Items listed in a dataset:
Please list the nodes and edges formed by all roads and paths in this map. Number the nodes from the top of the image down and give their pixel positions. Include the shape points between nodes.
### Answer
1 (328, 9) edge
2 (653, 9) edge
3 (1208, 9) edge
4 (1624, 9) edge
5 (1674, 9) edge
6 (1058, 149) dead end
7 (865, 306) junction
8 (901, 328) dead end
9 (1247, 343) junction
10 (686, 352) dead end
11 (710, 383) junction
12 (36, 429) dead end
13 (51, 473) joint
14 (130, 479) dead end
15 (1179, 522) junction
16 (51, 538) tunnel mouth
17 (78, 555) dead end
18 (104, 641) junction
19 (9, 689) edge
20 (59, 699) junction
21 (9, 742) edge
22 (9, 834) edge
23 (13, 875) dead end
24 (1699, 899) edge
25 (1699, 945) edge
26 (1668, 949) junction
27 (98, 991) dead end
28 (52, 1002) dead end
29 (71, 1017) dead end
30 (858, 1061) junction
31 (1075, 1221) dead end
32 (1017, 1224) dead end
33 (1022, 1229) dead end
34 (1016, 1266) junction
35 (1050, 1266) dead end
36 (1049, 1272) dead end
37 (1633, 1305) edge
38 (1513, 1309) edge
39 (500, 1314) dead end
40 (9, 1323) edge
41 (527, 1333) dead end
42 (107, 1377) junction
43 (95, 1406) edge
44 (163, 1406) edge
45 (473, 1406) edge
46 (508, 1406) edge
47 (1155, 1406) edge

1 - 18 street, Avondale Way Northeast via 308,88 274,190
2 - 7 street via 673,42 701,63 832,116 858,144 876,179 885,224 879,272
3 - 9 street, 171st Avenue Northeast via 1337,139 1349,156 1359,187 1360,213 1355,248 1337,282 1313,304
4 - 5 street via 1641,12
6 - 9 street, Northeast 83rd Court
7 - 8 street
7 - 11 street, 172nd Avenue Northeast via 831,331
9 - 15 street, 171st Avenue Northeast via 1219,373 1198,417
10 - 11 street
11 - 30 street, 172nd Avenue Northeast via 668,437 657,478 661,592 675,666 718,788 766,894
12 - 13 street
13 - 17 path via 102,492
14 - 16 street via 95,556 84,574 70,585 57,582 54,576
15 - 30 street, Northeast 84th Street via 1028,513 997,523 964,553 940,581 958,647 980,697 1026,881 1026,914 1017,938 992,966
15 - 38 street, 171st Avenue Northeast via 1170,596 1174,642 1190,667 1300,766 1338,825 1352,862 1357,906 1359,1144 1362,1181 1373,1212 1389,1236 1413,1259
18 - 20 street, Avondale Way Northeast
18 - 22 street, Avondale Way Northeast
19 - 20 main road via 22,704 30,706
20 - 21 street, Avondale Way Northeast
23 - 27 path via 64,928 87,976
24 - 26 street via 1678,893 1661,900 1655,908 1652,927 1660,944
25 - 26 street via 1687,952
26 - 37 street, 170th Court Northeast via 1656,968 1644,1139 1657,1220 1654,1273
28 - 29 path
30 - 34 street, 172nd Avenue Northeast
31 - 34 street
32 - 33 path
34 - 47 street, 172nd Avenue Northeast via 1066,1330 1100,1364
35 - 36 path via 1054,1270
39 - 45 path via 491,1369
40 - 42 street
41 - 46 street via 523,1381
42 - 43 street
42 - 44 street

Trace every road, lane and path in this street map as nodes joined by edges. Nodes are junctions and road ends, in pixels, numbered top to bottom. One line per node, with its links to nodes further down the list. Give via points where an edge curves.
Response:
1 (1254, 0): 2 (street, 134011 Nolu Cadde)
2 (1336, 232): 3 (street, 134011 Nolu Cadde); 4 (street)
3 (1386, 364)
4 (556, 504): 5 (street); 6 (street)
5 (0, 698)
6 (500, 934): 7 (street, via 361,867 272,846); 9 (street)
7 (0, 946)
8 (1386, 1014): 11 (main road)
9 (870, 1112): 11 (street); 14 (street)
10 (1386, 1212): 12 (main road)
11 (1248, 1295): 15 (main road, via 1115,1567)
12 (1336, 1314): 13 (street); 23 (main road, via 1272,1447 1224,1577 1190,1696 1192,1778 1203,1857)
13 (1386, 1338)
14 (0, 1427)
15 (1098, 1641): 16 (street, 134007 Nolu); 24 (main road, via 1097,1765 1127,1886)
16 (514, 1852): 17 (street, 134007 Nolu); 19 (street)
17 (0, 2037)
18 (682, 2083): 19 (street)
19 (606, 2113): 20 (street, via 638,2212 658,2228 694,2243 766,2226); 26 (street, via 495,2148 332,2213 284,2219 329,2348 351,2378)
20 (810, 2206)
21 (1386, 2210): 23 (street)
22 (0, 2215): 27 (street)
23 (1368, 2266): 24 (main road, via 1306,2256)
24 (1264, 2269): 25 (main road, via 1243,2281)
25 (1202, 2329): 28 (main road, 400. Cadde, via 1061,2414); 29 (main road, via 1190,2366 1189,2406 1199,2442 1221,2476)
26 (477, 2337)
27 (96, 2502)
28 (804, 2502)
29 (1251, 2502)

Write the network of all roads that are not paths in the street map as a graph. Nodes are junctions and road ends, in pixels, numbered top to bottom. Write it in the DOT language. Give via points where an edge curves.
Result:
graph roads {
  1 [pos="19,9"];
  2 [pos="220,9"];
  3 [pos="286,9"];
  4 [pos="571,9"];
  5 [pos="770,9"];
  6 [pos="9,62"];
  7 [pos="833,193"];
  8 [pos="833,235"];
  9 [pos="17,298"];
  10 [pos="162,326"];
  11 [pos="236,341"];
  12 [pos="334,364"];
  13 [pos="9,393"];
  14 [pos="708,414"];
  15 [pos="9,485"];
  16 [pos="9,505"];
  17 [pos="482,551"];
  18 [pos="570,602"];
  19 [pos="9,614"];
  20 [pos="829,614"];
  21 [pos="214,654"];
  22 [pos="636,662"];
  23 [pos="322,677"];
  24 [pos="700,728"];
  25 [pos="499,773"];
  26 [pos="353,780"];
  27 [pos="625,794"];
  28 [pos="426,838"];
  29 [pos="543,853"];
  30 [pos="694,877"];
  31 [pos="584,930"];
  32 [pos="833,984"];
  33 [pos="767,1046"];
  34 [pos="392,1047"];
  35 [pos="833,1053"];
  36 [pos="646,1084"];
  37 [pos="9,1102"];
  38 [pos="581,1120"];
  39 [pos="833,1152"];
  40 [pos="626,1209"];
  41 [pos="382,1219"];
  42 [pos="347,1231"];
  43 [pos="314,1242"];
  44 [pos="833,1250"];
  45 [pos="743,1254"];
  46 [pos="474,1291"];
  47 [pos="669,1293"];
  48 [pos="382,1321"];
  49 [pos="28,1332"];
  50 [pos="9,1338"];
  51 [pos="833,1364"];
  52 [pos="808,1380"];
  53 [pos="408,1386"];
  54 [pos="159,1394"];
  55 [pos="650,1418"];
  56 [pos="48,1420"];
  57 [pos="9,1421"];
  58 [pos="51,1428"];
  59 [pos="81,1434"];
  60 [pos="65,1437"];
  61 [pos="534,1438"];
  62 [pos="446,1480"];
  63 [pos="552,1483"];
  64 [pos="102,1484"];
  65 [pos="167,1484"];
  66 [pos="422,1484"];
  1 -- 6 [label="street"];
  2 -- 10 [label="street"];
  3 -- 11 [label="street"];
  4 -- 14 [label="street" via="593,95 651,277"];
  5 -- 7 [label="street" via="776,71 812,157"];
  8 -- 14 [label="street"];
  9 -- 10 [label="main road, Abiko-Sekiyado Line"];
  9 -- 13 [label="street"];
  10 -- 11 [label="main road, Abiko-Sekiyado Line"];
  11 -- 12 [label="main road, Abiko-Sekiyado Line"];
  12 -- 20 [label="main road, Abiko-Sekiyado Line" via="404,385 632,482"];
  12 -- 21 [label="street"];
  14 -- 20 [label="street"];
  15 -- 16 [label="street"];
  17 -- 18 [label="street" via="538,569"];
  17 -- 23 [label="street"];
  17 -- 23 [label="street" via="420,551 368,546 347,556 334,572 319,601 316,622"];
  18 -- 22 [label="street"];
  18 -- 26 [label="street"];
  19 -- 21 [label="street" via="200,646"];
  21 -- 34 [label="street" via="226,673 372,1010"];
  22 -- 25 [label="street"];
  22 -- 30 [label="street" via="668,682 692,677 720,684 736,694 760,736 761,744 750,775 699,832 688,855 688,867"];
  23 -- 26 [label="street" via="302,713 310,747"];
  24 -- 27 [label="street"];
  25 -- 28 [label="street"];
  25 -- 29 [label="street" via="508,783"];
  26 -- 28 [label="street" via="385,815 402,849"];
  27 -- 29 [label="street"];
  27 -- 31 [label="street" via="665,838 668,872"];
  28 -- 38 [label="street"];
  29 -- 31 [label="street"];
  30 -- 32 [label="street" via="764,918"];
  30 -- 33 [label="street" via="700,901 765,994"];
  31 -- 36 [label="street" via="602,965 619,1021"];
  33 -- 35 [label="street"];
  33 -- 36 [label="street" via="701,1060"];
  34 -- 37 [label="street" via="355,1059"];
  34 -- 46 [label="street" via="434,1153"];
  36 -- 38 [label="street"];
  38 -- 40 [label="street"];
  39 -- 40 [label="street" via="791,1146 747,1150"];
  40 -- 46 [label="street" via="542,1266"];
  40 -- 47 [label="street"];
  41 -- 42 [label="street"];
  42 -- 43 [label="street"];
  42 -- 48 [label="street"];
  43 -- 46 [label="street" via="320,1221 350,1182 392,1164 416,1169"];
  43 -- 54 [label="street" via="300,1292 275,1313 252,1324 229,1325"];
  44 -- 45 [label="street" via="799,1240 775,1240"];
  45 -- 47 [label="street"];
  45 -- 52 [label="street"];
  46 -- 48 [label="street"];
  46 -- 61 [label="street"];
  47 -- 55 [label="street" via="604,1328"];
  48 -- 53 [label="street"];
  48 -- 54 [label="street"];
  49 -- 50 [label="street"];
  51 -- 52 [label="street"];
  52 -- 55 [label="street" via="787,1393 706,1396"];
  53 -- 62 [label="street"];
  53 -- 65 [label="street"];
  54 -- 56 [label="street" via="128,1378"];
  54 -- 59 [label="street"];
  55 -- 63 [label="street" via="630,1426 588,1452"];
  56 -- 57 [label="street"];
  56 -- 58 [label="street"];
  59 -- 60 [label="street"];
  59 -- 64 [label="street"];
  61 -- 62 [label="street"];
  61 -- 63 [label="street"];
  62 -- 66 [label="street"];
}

Directions:
Reproduce each line from the data that has "Sekiyado" in it.

Answer section:
  9 -- 10 [label="main road, Abiko-Sekiyado Line"];
  10 -- 11 [label="main road, Abiko-Sekiyado Line"];
  11 -- 12 [label="main road, Abiko-Sekiyado Line"];
  12 -- 20 [label="main road, Abiko-Sekiyado Line" via="404,385 632,482"];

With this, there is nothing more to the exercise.